A hundred years ago, when the fleets of cargo ships stopped coming, the rich folks started moving out, and in the old downtown, it’s as if the grand city drifted off to sleep in 1914, when the canal opened.
So, here in the land famous for poetry and “magic realism,” a perfect place for a bit of time-travel on a foggy morning.
People compare Valparaíso’s climate to that of San Francisco, basically pleasant and moderate, but also including frequent fogbanks rolling in from the ocean. Whether it’s Yorkshire, Hong Kong, or the Eastern Shore of Maryland, I’ve always found fog to be conducive to a history walk. It quietens the roar of modern life, keeps the crowds indoors, gives an old-painting look to things, and acts as a theatrical scrim for old buildings.
So when I arrived, a bit foggy myself, after an overnight bus ride from Pucón, I was happy to step into a gray, misty morning, just before sunrise. The rain had just ended, the streets were wet, and it was still overcast and half-dark.
Walking through the historic district, down by the port, and the old-fashioned financial district, I was struck by just how empty it felt. When there was a break in the clouds, you could see the hillsides surrounding the city, as everyone notes, like a big amphitheater, jammed with tiers of houses, in beautiful colors, like a box of crayons. There are still quite a few operational funiculars, going up the steep slopes.
But where I was walking, the streets were empty at that hour, the shops still shuttered, and the city felt old, grayed, and even slightly foreboding.
I was happy to see a Kodak sign, a reminder of back home in Upstate NY, and a time when our economy was thriving.
It was around this time I really began to pay attention to the stone-faced buildings, from Valpo’s boom years. A lot of the blocks near the harbor have an early 20th century feel. The Spanish conquistadors established a village here in the 1500’s, but most of the buildings I passed are late-Victorian or from the early 1900’s. Earthquakes over the centuries, and a bombardment by the Spanish navy in 1866, destroyed many of the older buildings. The worst destruction happened around the turn of the last century.
Over several months in 1906, a series of severe earthquakes hit all around the Pacific Rim, knocking down thousands of buildings, and killing thousands of people. Columbia and Equador were hit first, followed by a tsunami, sixteen feet high. Then Taiwan, one of their worst, followed by the infamous San Francisco quake, that leveled almost the entire city.
An even more severe one (8.2) hit this city, and killed almost four thousand people. The cathedral and churches, museums and government buildings from the 1800’s were repaired and reassembled, so you see some neo-classical and beaux-artes styles, but near the harbor, blocks and blocks of buildings had been built on fill, just like lower Manhattan, and had to be created from scratch, so I was roaming around in a substantially post-1906 world. The streets are sometimes curving, sometimes at angles, so there are some interesting angular buildings.

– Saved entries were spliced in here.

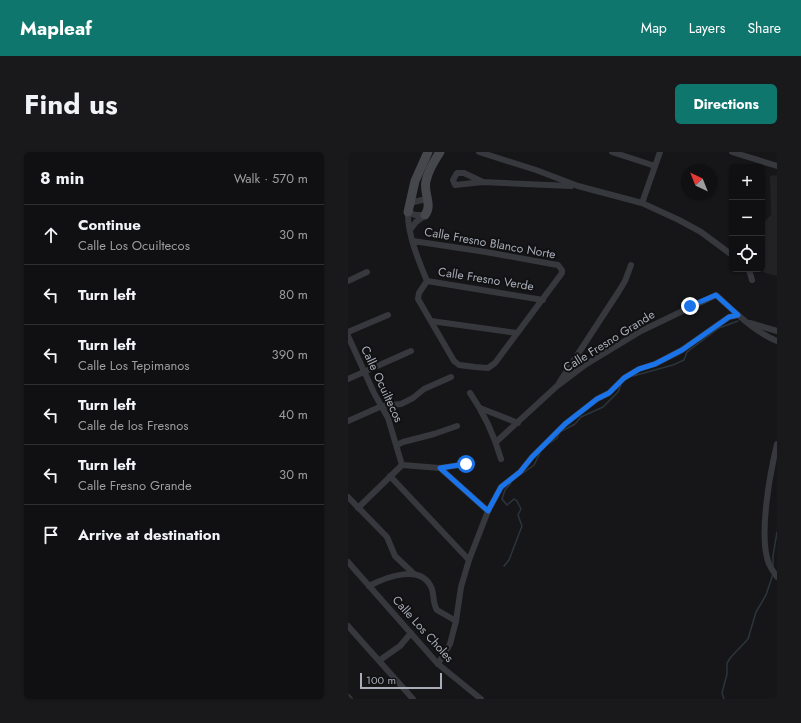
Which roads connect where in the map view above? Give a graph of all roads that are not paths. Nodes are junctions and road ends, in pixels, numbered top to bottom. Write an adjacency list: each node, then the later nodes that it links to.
1 (428, 152): 15 (street)
2 (440, 152): 13 (street)
3 (479, 152): 9 (street)
4 (612, 152): 7 (street)
5 (660, 152): 7 (street)
6 (732, 152): 8 (street)
7 (655, 166): 14 (street)
8 (777, 166)
9 (536, 170): 11 (street); 12 (street)
10 (483, 182): 11 (street)
11 (533, 184): 12 (street)
12 (578, 186): 14 (street)
13 (428, 201): 15 (street); 16 (street)
14 (642, 203): 19 (street)
15 (409, 208): 16 (street); 17 (street)
16 (425, 215): 17 (street)
17 (410, 230): 18 (street)
18 (413, 241): 25 (street); 26 (street, Calle Fresno Blanco Norte)
19 (729, 254)
20 (631, 265): 37 (street, Calle Fresno Grande)
21 (367, 272): 24 (street)
22 (750, 272): 23 (street)
23 (752, 280)
24 (348, 281)
25 (427, 281): 26 (street, Calle Fresno Verde); 29 (street)
26 (542, 300): 33 (street)
27 (388, 315): 32 (street)
28 (738, 315): 30 (street); 38 (street, Calle Fresno Grande); 59 (street)
29 (431, 321): 33 (street); 33 (street)
30 (747, 322): 31 (street); 35 (street)
31 (777, 331)
32 (348, 332)
33 (517, 333)
34 (348, 336): 39 (street, Calle Ocuiltecos)
35 (777, 341)
36 (411, 351): 39 (street)
37 (576, 355): 38 (street); 42 (street, Calle Fresno Grande)
38 (585, 365): 42 (street, Calle Fresno Grande)
39 (364, 372): 41 (street); 44 (street, Calle Ocuiltecos)
40 (451, 377): 44 (street)
41 (348, 379)
42 (557, 386): 47 (street, Calle Fresno Grande)
43 (470, 393): 45 (street)
44 (382, 406): 46 (street); 51 (street, Calle Ocuiltecos)
45 (480, 408): 47 (street); 49 (street)
46 (348, 421)
47 (518, 422): 49 (street, Calle Fresno Grande)
48 (458, 426): 51 (street)
49 (496, 442): 52 (street)
50 (777, 444): 63 (street)
51 (397, 446): 54 (street, Calle Ocuiltecos)
52 (501, 459)
53 (466, 464): 55 (street)
54 (402, 465): 55 (street); 56 (street)
55 (440, 468): 59 (street)
56 (390, 476): 58 (street); 60 (street)
57 (348, 497): 58 (street)
58 (358, 508): 62 (street)
59 (488, 511): 60 (street)
60 (469, 560): 65 (street)
61 (348, 562): 64 (street, Calle Los Choles)
62 (414, 574): 64 (street, Calle Los Choles); 65 (street, Calle Los Choles)
63 (777, 577)
64 (369, 586): 68 (street, Calle Los Choles)
65 (456, 621): 71 (street)
66 (348, 626): 67 (street)
67 (353, 632): 69 (street); 70 (street)
68 (411, 633): 70 (street); 71 (street, Calle Los Choles)
69 (348, 637)
70 (380, 660): 72 (street)
71 (438, 664): 73 (street, Calle Los Choles)
72 (413, 699)
73 (481, 699)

I looked around at the handsome old buildings in the mist, and decided I was taking a stroll in the, say, 1920’s.
The provincial government building, the Palacio Armada de Chile, is from 1910. The national library, 1925. Banks that wouldn’t look a tad out of place in the older parts of Manhattan lined the streets. I passed the Bolsa de Comercio, the 1917 stock exchange, and the offices of El Mercurio. the oldest continuously published newspaper in the Spanish-speaking world.
I stopped to examine the statue of the winged messenger god, perched on the newspaper building. Another reminder of home – there’s a similar statue of Mercury in Rochester, from 1881, that used to be on top of Kimball’s Peerless Tobacco Works. Placed in storage for many years when the factory was torn down, it was then moved to the Lawyer’s Coop building. (Rochester loves the statue, although when this naked man was re-erected over the city, if you’ll pardon the expression, there was an intense, sometime cheeky debate over which part of town his derrière would face.)

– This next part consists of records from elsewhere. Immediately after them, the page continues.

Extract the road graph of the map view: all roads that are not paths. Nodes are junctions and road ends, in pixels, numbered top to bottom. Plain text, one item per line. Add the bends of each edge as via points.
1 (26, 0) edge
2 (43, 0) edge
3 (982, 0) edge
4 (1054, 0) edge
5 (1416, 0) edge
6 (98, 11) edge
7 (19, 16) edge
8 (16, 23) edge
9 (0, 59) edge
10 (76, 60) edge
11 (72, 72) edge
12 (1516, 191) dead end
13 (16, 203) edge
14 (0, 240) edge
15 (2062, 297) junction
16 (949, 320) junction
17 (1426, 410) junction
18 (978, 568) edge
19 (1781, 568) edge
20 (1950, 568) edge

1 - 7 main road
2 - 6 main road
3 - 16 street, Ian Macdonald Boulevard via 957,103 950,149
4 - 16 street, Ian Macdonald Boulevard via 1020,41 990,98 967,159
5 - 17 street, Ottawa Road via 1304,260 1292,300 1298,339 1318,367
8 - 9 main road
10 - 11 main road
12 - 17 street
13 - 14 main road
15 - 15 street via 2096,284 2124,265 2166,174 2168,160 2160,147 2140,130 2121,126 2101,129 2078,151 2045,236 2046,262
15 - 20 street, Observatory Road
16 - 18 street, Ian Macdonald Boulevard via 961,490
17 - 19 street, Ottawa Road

One wing of the Palacio Baburizza. A 1917 Art Nouveau mansion, built for an Italian immigrant named Ottorino Zanelli, and then owned by a Croatian immigrant named Pascual Baburizza, overlooking the Paseo Yugoslavo.
A couple of blocks away, I caught a glimpse of a trolley going by. (As I found out later, it was actually a vintage trolleybus, from the ’50’s, rather than the ’20’s, but from a distance, it helped with the time-travel illusion.)
Then something else caught my eye.
Off to the right, I caught a glimpse of a clock. Partially out of curiosity as to the time, and partially because it struck me as sort of familiar, I walked towards it.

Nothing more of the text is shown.